10 Minutes with Holly Ringland...

Do you have any writing rituals?

When I was writing The Seven Skins of Esther Wilding, I would light a candle and some dried gum leaves in a bowl on my writing desk in Frenchie, my 1968 Olympic Riviera caravan that I bought in 2020 to use as an office. With the candle burning and the smoke rising, I would verbally pay respects to Yugambeh ancestors and descendants on whose land I was writing, and express my gratitude to be here. After that, I talked to the women of my line. I thought about what struggles they went through in order for me to have this life. I thanked them before I started writing. Doing so gave me a sense of mindfulness, settled the noise, but also allowed me perspective about how much bigger everything is than the fear of creating something new might have us believe. 

 

 Are you a plotter or a pantser?

I am honestly a combination: I’m all about plot points before I go to my desk, and then once I’m there and have started writing to follow those plot points, I’m a pantser with all the details. 

Something I've learned about my writing process is that the physical act of typing on my keyboard is often my very last stage of a writing project. 

 While writing The Seven Skins of Esther Wilding I was reminded that so much of novel-writing, for me, is thinking and gathering scraps and fragments of story, then researching them and falling down all the rabbit holes that going through the research door opens. 

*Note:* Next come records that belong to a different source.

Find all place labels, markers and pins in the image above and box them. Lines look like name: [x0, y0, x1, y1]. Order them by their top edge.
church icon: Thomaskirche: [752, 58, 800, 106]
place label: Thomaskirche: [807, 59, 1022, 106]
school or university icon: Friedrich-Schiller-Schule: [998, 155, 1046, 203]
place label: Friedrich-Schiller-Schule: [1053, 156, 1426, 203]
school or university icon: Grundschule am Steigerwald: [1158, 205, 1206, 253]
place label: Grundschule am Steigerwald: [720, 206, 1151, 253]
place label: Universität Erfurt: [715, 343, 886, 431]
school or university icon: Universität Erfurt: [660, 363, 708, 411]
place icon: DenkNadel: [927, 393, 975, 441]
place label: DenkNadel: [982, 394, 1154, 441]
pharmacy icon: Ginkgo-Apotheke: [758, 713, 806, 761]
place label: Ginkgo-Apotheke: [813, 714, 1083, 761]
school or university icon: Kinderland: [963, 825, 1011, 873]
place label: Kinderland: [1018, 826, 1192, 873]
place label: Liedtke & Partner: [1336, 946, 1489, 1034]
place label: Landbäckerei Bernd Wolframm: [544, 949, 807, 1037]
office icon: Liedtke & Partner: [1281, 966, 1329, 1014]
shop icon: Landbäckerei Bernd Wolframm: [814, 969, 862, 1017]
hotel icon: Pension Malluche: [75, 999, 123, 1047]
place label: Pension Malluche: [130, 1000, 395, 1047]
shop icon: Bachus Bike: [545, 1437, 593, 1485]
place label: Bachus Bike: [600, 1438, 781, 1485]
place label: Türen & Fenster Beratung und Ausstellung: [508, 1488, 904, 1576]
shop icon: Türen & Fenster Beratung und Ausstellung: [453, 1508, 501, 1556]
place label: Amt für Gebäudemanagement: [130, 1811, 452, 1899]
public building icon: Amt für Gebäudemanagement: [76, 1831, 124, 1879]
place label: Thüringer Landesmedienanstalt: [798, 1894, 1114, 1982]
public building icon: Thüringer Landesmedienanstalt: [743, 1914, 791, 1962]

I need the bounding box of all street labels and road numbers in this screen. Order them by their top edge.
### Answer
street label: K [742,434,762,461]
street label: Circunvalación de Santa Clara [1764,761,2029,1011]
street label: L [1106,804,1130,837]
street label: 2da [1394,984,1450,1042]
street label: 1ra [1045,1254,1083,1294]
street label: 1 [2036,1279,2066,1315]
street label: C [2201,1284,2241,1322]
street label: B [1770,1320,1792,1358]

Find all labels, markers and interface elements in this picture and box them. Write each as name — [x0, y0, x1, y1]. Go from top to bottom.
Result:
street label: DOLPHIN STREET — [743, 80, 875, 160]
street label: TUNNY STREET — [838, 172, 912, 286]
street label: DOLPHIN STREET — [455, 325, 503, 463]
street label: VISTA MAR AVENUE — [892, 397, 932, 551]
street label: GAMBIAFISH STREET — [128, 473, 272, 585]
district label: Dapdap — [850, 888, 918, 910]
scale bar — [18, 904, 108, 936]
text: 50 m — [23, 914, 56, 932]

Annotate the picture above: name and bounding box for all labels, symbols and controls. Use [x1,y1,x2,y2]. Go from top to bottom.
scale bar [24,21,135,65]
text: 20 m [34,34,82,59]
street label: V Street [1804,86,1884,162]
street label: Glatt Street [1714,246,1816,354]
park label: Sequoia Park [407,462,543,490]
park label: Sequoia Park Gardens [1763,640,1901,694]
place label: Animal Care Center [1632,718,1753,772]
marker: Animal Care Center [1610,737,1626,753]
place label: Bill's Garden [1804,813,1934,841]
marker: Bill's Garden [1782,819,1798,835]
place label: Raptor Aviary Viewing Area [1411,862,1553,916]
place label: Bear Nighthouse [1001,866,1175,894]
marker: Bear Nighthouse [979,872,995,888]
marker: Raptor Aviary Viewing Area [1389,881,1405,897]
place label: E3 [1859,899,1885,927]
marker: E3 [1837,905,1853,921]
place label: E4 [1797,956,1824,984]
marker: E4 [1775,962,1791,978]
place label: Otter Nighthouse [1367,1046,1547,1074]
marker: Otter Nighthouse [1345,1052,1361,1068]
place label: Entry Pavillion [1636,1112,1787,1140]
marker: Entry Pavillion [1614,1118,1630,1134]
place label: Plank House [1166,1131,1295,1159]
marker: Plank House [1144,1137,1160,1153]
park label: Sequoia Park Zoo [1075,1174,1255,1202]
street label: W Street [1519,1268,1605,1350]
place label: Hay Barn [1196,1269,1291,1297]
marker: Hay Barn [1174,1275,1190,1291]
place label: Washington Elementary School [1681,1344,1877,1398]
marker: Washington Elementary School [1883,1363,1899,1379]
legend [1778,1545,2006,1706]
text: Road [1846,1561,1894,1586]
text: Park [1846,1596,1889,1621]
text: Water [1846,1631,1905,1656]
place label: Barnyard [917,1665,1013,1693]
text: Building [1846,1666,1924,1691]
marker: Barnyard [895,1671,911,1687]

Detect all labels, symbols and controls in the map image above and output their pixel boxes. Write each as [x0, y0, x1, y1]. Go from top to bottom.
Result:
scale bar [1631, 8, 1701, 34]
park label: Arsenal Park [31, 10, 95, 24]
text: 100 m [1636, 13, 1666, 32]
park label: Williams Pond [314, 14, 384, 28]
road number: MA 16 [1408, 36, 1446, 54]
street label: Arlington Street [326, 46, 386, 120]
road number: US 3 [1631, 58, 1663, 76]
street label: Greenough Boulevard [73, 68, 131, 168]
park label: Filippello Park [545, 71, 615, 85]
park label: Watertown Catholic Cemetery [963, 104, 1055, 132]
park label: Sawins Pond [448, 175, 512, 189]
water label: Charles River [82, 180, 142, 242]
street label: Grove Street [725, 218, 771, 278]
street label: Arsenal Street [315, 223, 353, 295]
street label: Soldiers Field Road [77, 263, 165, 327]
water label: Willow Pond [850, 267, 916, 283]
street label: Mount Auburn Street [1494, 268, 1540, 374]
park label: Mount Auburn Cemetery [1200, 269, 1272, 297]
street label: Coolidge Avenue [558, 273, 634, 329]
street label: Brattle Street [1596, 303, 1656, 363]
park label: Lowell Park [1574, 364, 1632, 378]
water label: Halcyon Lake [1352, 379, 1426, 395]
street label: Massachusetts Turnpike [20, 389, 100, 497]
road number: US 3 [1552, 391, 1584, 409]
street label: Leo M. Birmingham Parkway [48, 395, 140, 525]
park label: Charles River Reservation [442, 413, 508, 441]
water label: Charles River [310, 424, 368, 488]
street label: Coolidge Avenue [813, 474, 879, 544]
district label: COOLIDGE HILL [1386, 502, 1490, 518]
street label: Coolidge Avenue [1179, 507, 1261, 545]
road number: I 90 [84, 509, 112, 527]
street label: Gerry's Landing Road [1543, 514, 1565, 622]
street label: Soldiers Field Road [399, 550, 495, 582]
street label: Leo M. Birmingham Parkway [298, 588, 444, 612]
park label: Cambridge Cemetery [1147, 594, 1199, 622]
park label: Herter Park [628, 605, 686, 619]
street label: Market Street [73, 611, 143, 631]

At the very beginning, when ideas are starting to split open and shimmer, my typical writing day looks like me staring into space, and handwriting bits and pieces here and there. This is my connect-the-dot stage, when lots of ideas can sometimes come flooding into the room of my mind. I try to treat it a bit like being at a party of guests who don’t know each other. I mingle, find the ideas that seem interesting, get to know them a bit, then stand back and observe as the ideas bump into each other, seemingly not knowing each other, until, zing! Connection between ideas happens. This process involves constant self-discipline to stay the course and trust the process, so I don’t disregard any ideas out of self-doubt or fear.  

 Once I feel the shape of my piece of writing (an essay, a novel etc) is known to me, as much as it possibly can be, then I got to my desk and my writing day is like a typical work shift. This is when the marathon, the graft of plotting and pantsing, of day-in-and-day-out writing happens.   

How do you feel about the book now it’s out of your hands? 

The way I feel now that The Seven Skins of Esther Wilding is out of my hands reminds me of how it’s felt through my life to stand at the Departure gates of the International Airport, still there, standing in the same spot, after you’ve just watched someone you deeply love disappear from view in the boarding bridge. It’s countless emotions all at once: bereft, heartsore, wary, uncertain, grateful, excited, and buoyed by an awareness of what a gift it is to know this feeling firsthand. 

What is your number one rule for writing?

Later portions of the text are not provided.